香港 「医療スト処分許すな」 現場から連帯の闘い広がる

週刊『前進』04頁(3120号03面03)(2020/03/30)


香港 「医療スト処分許すな」
 現場から連帯の闘い広がる

(写真 広華医院の感染防護物資不足に抗議し組合員募集活動【3月10日】)

 香港で2月に大ストライキを闘いぬいた医管局員工陣線(これまで「医院管理局労働組合」と訳してきたが、今後は正式に「医管局員工陣線」と記載)は現在、必死で治療にあたる医療労働者と患者の安全を守り、この新型コロナ情勢の下での感染拡大を許さない闘いを現場で継続し、ストライキへの処分に反対して闘っている。彼らは3月11日に医院管理局に対し、深刻化する医療労働者への防護物資不足を追及する質問状を提出し抗議した。
 彼らへのストライキに対する処分に反対して、医院管理局職工総会(香港職工会連盟所属)は「ストライキをしなかった医院管理局の仲間は、ストライキをした仲間を支えよう!」と、処分に反対する署名運動を開始した。この署名は「私たちは当日、ストライキには参加していないが、医院管理局のやり方には非常に失望している。このストライキは、全医療システムと香港のすべての市民の福祉のためである。彼らへの事後処分をしてはならない」と、ストの正当性を真っ向から訴えている。医療労働者の闘いが組合をこえて広がっているのだ。医院管理局職工総会も、3月10日、防護物資の不足問題に抗議し、また組合への加盟を訴えて、広華医院前で街頭宣伝に立った。

運輸労組が声明

 医療労働者の連日の闘いは大きな反響を呼んでおり、3月5日に総合医院前整骨科主管である陳志偉氏は公開レターで「ストの事後処分は破壊的で、最終的には仲間たちを魂のないロボットにしてしまう」と警告を発した。
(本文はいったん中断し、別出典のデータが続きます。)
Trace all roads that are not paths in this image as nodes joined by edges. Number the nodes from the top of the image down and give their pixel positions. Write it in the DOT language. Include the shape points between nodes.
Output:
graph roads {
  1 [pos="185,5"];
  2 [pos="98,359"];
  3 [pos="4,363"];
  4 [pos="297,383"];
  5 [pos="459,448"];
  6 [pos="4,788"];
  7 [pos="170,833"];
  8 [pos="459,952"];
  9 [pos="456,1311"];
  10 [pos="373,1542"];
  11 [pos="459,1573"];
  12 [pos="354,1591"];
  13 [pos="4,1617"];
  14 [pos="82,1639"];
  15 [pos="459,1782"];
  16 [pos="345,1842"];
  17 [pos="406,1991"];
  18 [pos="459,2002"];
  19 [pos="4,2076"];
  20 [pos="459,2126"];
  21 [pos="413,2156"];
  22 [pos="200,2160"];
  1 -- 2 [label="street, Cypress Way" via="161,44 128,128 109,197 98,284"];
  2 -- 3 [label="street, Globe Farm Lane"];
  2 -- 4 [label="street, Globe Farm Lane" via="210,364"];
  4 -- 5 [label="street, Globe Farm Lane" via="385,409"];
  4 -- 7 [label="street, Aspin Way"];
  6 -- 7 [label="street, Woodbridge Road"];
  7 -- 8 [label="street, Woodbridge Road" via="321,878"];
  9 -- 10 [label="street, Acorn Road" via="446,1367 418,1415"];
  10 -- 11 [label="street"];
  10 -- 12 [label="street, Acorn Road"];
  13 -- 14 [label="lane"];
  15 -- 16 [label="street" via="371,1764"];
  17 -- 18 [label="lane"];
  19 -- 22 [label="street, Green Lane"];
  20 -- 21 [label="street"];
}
この指摘は、日本の医療営利化攻撃にもつながるものがある。今、新自由主義の下で崩壊する医療の現場では、香港だけでなく全世界で闘いが必要なのだ。
 さらに3月18日、香港の運輸関係の地下鉄やバスの四つの労働組合が連署で「第3次新型コロナウイルスの爆発が迫っている。政府は真剣にしっかりした防疫処置をとれ」との要求書を発した。声明は、香港での感染者数が日々増大していること、政府による旅行者や労働者などへの防疫対策が不十分で、公共交通機関で感染が広がろうとしている現状を指摘し、「政府はショーをするな!」と弾劾。マスクの確保と公共交通機関利用時の着用義務付け、就業時の防疫物資や人員の確保、厳格な入境封鎖などを要求している。この声明は、20日の段階で、すでに39の労働組合の賛同署名が得られている。

白色テロに抗議

 新型コロナ感染拡大という極限的情勢の下で、香港では労働運動の新たな発展が進んでいる。ホテル業や飲食業、旅行業の労働組合も、連帯してこの厳しい情勢に立ち向かうとともに、重要なことは仲間を増やすことだと、組織拡大の運動に全力で立っている。
 3月21日には、昨年の7月21日元朗駅でのいわゆる白シャツ組(中国系の暴力団)によるデモ隊への白色テロ事件から8カ月の抗議行動が行われた。警察は、集まった労働者学生に無差別的にこしょう液を噴射するなどの暴行をふるったが、デモ隊は区議会議員を含む63人逮捕という弾圧に屈せず、道路封鎖などで徹底的に闘いぬいた。
 新型コロナウイルス情勢での闘いの核心は、労働者の現場での闘いだ。香港の闘いと連帯して、日本でも労働組合運動を軸に闘いぬき、非常事態宣言を狙い戦争を進める安倍政権を倒そう!